SNOW-1369280 Close channels asynchronously #841

sfc-gh-lshcharbaty · 2024-05-08T14:02:08Z

Overview

SNOW-1369280
By closing channels in parallel, speeds up task rebalancing. As in #839, SFException is ignored and doesn't fail a connector task.

Pre-review checklist

src/main/java/com/snowflake/kafka/connector/internal/streaming/SnowflakeSinkServiceV2.java

sfc-gh-tzhang · 2024-05-08T17:39:57Z

src/main/java/com/snowflake/kafka/connector/SnowflakeSinkConnectorConfig.java

+  // Whether to close streaming channels in parallel.
+  public static final String SNOWPIPE_STREAMING_CLOSE_CHANNELS_IN_PARALLEL =
+      "snowflake.streaming.closeChannelsInParallel.enabled";
+  public static final boolean SNOWPIPE_STREAMING_CLOSE_CHANNELS_IN_PARALLEL_DEFAULT = false;


This doesn't feel like a configuration should be exposed to customer. As a customer, I don't know whether I should close the channels in parallel or not. In fact, I don't really care, I just want my system to run without any failure. WDYT?

agreed but I think we want to try this out for customers who has a lot of partitions in their single task. so enabling by default will not benefit a lot of customers

also its good to have param protection.

We should stress test this and slow roll out in couple of releases.

What's the risk of having it default true and then getting rid of the parameter in a future release?

@sfc-gh-tzhang
This is not a publicly announced parameter. It's going to behave as a knob that's going to allow tho customer to easily roll the change back in case something goes wrong. Exactly what @sfc-gh-japatel wrote.

@sfc-gh-xhuang
Imo it's better to be safe than sorry. I'm not sure how the parallelization is going to work on the customer environments as channel closing is assigned to a shared ForkJoinPool that seems to exist as a single instance and shared across all tasks on the same host.

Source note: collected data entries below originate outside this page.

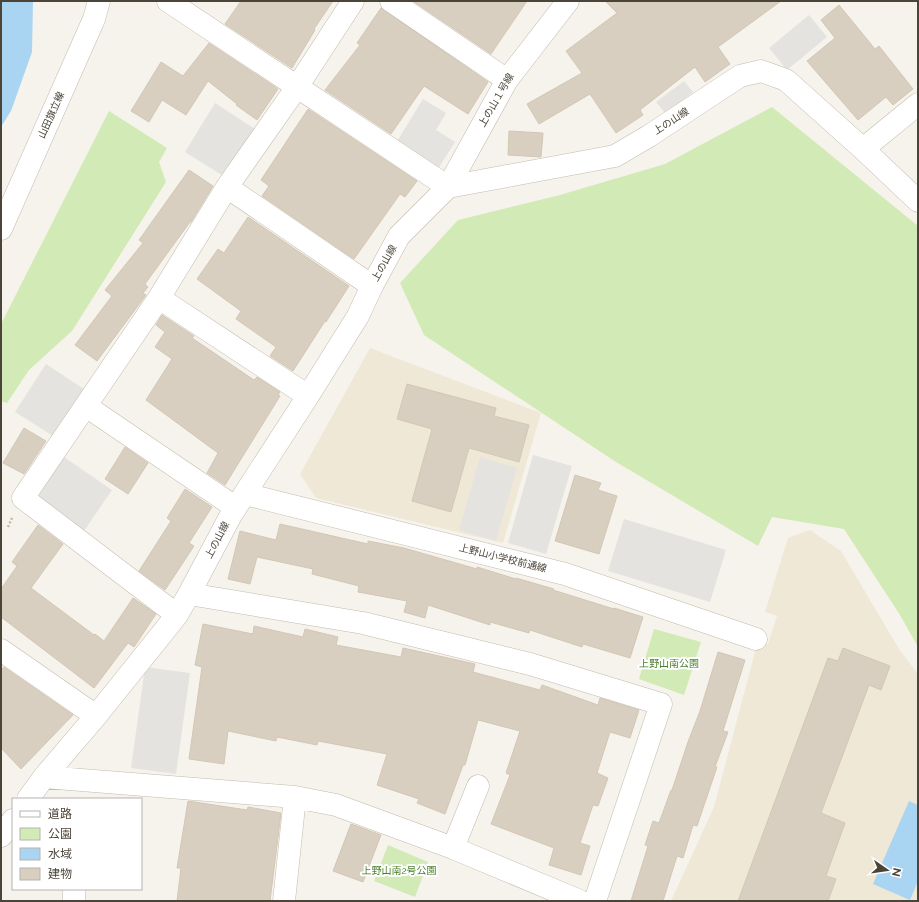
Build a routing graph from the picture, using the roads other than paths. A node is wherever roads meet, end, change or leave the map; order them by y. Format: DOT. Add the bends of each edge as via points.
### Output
graph roads {
  1 [pos="99,1"];
  2 [pos="168,1"];
  3 [pos="353,1"];
  4 [pos="391,1"];
  5 [pos="568,1"];
  6 [pos="507,80"];
  7 [pos="297,87"];
  8 [pos="918,104"];
  9 [pos="863,149"];
  10 [pos="227,187"];
  11 [pos="448,187"];
  12 [pos="918,201"];
  13 [pos="1,229"];
  14 [pos="372,286"];
  15 [pos="159,298"];
  16 [pos="308,396"];
  17 [pos="86,406"];
  18 [pos="240,501"];
  19 [pos="189,594"];
  20 [pos="176,615"];
  21 [pos="756,639"];
  22 [pos="1,650"];
  23 [pos="96,716"];
  24 [pos="44,777"];
  25 [pos="478,786"];
  26 [pos="295,797"];
  27 [pos="29,798"];
  28 [pos="12,821"];
  29 [pos="1,836"];
  30 [pos="453,848"];
  31 [pos="74,890"];
  32 [pos="74,901"];
  33 [pos="284,901"];
  34 [pos="580,901"];
  35 [pos="595,901"];
  1 -- 13 [label="street, 山田旗立線" via="94,19"];
  2 -- 7 [label="street"];
  3 -- 7 [label="street"];
  4 -- 6 [label="street"];
  5 -- 6 [label="street, 上の山１号線"];
  6 -- 11 [label="street, 上の山１号線"];
  7 -- 10 [label="street"];
  7 -- 11 [label="street"];
  8 -- 9 [label="street"];
  9 -- 11 [label="street, 上の山線" via="786,80 761,71 740,76 615,156"];
  9 -- 12 [label="street, 上の山線"];
  10 -- 14 [label="street"];
  10 -- 15 [label="street"];
  11 -- 14 [label="street, 上の山線" via="399,236"];
  14 -- 16 [label="street, 上の山線" via="358,316"];
  15 -- 16 [label="street"];
  15 -- 17 [label="street"];
  16 -- 18 [label="street, 上の山線"];
  17 -- 18 [label="street"];
  17 -- 20 [label="street" via="23,498"];
  18 -- 19 [label="street, 上の山線"];
  18 -- 21 [label="street, 上野山小学校前通線" via="565,574"];
  19 -- 20 [label="street, 上の山線"];
  19 -- 35 [label="street" via="363,623 530,664 661,704"];
  20 -- 23 [label="street, 上の山線"];
  22 -- 23 [label="street"];
  23 -- 24 [label="street, 上の山線"];
  24 -- 26 [label="street"];
  24 -- 27 [label="street, 上の山線"];
  25 -- 30 [label="street"];
  26 -- 30 [label="street" via="336,805"];
  26 -- 33 [label="street"];
  28 -- 29 [label="street"];
  30 -- 34 [label="street"];
  31 -- 32 [label="street"];
}
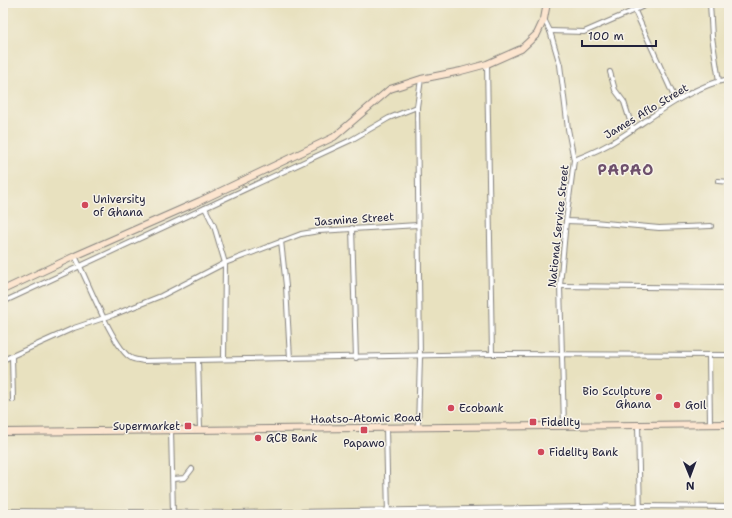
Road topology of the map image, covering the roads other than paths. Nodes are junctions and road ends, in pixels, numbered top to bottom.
1 (547, 3) edge
2 (651, 3) edge
3 (710, 3) edge
4 (635, 11) junction
5 (544, 19) junction
6 (550, 30) junction
7 (487, 64) junction
8 (610, 72) dead end
9 (421, 79) junction
10 (729, 79) edge
11 (719, 81) junction
12 (676, 101) junction
13 (417, 107) junction
14 (633, 130) junction
15 (574, 160) junction
16 (718, 182) dead end
17 (729, 182) edge
18 (205, 208) junction
19 (566, 221) junction
20 (418, 224) junction
21 (711, 226) dead end
22 (352, 228) junction
23 (281, 241) junction
24 (75, 256) junction
25 (225, 263) junction
26 (80, 266) junction
27 (560, 286) junction
28 (729, 288) edge
29 (3, 290) edge
30 (3, 302) edge
31 (103, 317) junction
32 (492, 354) junction
33 (562, 355) junction
34 (709, 355) junction
35 (729, 355) edge
36 (12, 356) junction
37 (420, 357) junction
38 (224, 358) junction
39 (356, 358) junction
40 (290, 359) junction
41 (3, 360) edge
42 (198, 360) junction
43 (13, 400) dead end
44 (710, 424) junction
45 (729, 424) edge
46 (638, 425) junction
47 (564, 426) junction
48 (418, 427) junction
49 (386, 428) junction
50 (200, 429) junction
51 (171, 430) junction
52 (3, 432) edge
53 (192, 469) dead end
54 (173, 479) junction
55 (640, 506) junction
56 (729, 507) edge
57 (554, 509) junction
58 (446, 510) junction
59 (3, 511) edge
60 (107, 513) edge
61 (388, 513) edge
62 (173, 514) edge
63 (239, 514) edge
64 (448, 515) edge
65 (557, 515) edge
66 (640, 515) edge

1 - 5 main road
2 - 4 street
3 - 11 street
4 - 6 street
4 - 12 street
5 - 6 street, National Service Street
5 - 7 main road
6 - 15 street, National Service Street
7 - 9 main road
7 - 32 street
8 - 14 street
9 - 13 street
9 - 24 main road
10 - 11 street, James Aflo Street
11 - 12 street, James Aflo Street
12 - 14 street, James Aflo Street
13 - 18 street
13 - 20 street
14 - 15 street, James Aflo Street
15 - 19 street, National Service Street
16 - 17 street
18 - 25 street
18 - 26 street
19 - 21 street
19 - 27 street, National Service Street
20 - 22 street, Jasmine Street
20 - 37 street
22 - 23 street, Jasmine Street
22 - 39 street
23 - 25 street, Jasmine Street
23 - 40 street
24 - 26 street
24 - 29 main road
25 - 31 street, Jasmine Street
25 - 38 street
26 - 30 street
26 - 31 street
27 - 28 street
27 - 33 street, National Service Street
31 - 36 street, Jasmine Street
31 - 42 street
32 - 33 street
32 - 37 street
33 - 34 street
33 - 47 street, National Service Street
34 - 35 street
34 - 44 street
36 - 41 street, Jasmine Street
36 - 43 street
37 - 39 street
37 - 48 street
38 - 40 street
38 - 42 street
39 - 40 street
42 - 50 street
44 - 45 main road, Haatso-Atomic Road
44 - 46 main road, Haatso-Atomic Road
46 - 47 main road, Haatso-Atomic Road
46 - 55 street
47 - 48 main road, Haatso-Atomic Road
48 - 49 main road, Haatso-Atomic Road
49 - 50 main road, Haatso-Atomic Road
49 - 61 street
50 - 51 main road, Haatso-Atomic Road
51 - 52 main road, Haatso-Atomic Road
51 - 54 street
53 - 54 street
54 - 62 street
55 - 56 street
55 - 57 street
55 - 66 street
57 - 58 street
57 - 65 street
58 - 61 street
58 - 64 street
59 - 60 street
60 - 62 street
61 - 63 street
62 - 63 street

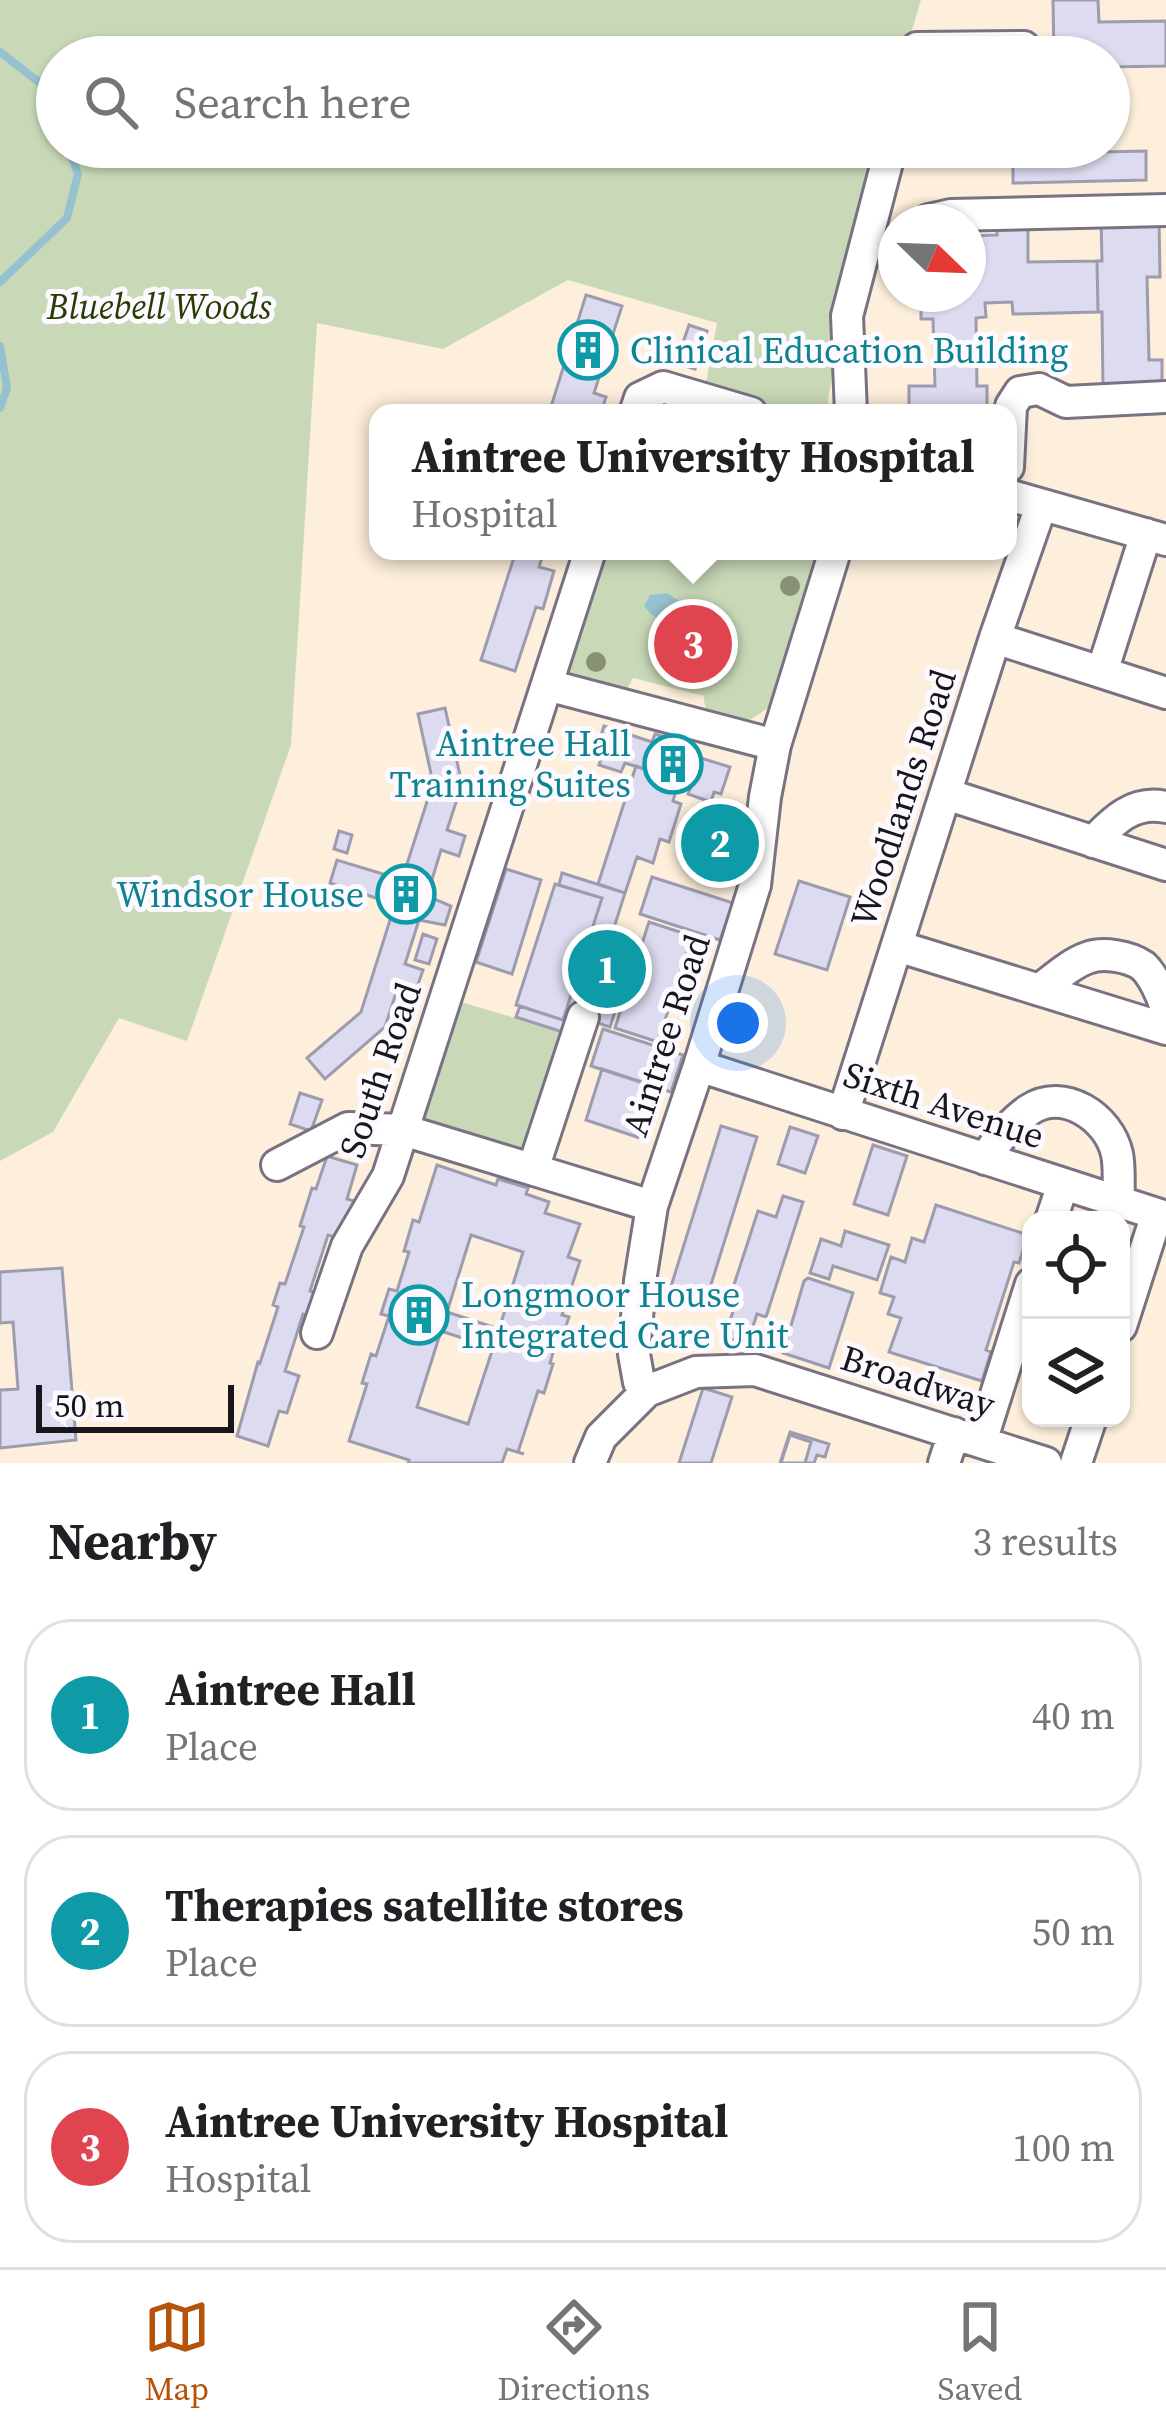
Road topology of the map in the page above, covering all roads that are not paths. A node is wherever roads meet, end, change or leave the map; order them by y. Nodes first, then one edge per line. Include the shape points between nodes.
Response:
1 (886, 168) edge
2 (1166, 210) edge
3 (986, 214) edge
4 (1166, 398) edge
5 (638, 404) edge
6 (721, 404) edge
7 (851, 404) edge
8 (1012, 404) edge
9 (1017, 498) edge
10 (1041, 506) junction
11 (1156, 537) edge
12 (587, 560) edge
13 (832, 560) edge
14 (995, 638) junction
15 (1102, 672) junction
16 (547, 685) junction
17 (1166, 693) edge
18 (775, 745) junction
19 (946, 794) junction
20 (1166, 807) edge
21 (1093, 842) junction
22 (1166, 865) edge
23 (897, 946) junction
24 (1039, 990) junction
25 (1166, 1008) edge
26 (583, 1017) dead end
27 (1166, 1029) edge
28 (699, 1066) junction
29 (843, 1114) junction
30 (403, 1130) junction
31 (985, 1159) junction
32 (277, 1165) dead end
33 (533, 1169) junction
34 (1063, 1184) junction
35 (1119, 1201) junction
36 (652, 1206) junction
37 (1055, 1211) edge
38 (1162, 1215) edge
39 (1022, 1306) edge
40 (1124, 1319) edge
41 (317, 1333) dead end
42 (647, 1391) junction
43 (1088, 1427) edge
44 (968, 1437) junction
45 (590, 1463) edge
46 (944, 1463) edge
47 (1046, 1463) edge
48 (1076, 1463) edge

1 - 7 lane via 847,316
2 - 3 lane
4 - 8 lane via 1066,401 1039,389 1020,392
5 - 6 lane via 663,387
9 - 10 lane
10 - 11 lane
10 - 14 lane, Woodlands Road
11 - 15 lane
12 - 16 lane, South Road
13 - 18 lane, Aintree Road
14 - 15 lane
14 - 19 lane, Woodlands Road
15 - 17 lane
16 - 18 lane
16 - 30 lane, South Road
18 - 28 lane, Aintree Road via 755,884
19 - 21 lane
19 - 23 lane, Woodlands Road
20 - 21 lane via 1130,810
21 - 22 lane
23 - 24 lane
23 - 29 lane, Woodlands Road
24 - 25 lane via 1089,957 1109,954 1142,966
24 - 27 lane
26 - 33 lane
28 - 29 lane, Sixth Avenue
28 - 36 lane, Aintree Road
29 - 31 lane, Sixth Avenue
30 - 32 lane via 348,1128
30 - 33 lane
30 - 41 lane, South Road via 341,1260
31 - 34 lane, Sixth Avenue
31 - 35 lane via 1033,1107 1060,1102 1086,1110 1116,1152
33 - 36 lane
34 - 35 lane, Sixth Avenue
34 - 37 lane
35 - 38 lane, Sixth Avenue
36 - 42 lane, Aintree Road via 634,1354
38 - 40 lane
39 - 44 lane
42 - 44 lane, Broadway via 696,1372 754,1370
42 - 45 lane, Broadway via 601,1437
43 - 48 lane
44 - 46 lane
44 - 47 lane, Broadway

I suggest we approach the "change rollout" parameters the following way:

Protect the change with a parameter and disable it by default. If some customers experience problems that can be solved by the change, they can turn it on.

Enable the change by default. If some customers experience problems that cause by the change, they can turn it off and communicate to us.

Get rid of the older implementation.

Understood but I was just thinking that there is not much difference/value between steps 1 and 2 but yes we can be a bit safer this way.

Would this still be a behavior change after we finish step 3? This configuration is gone and customer's KC won't be able to start, then they will need to get the logs to understand why. Assuming they know how to look into the log, then they realize that the configuration is being removed and they will probably need to reach out to Snowflake to understand why it's being removed?

It seems to me a better way is to do a beta release with the fix so customer can try it (or just provide a private jar)? Other customers won't use this version since it's a beta version.

@sfc-gh-tzhang I don't see any schema validation for configuration properties. We will just stop respecting the snowflake.streaming.closeChannelsInParallel.enabled config key, but no errors should be observed. So, I suppose there will be no behavioral change afterwards.

Or do I miss anything?

I see, then that sounds better, thanks for confirming.

src/main/java/com/snowflake/kafka/connector/internal/streaming/SnowflakeSinkServiceV2.java

test/rest_request_template/schema_evolution_nullable_values_after_smt.json

sfc-gh-japatel

added couple of comments but overall LGTM!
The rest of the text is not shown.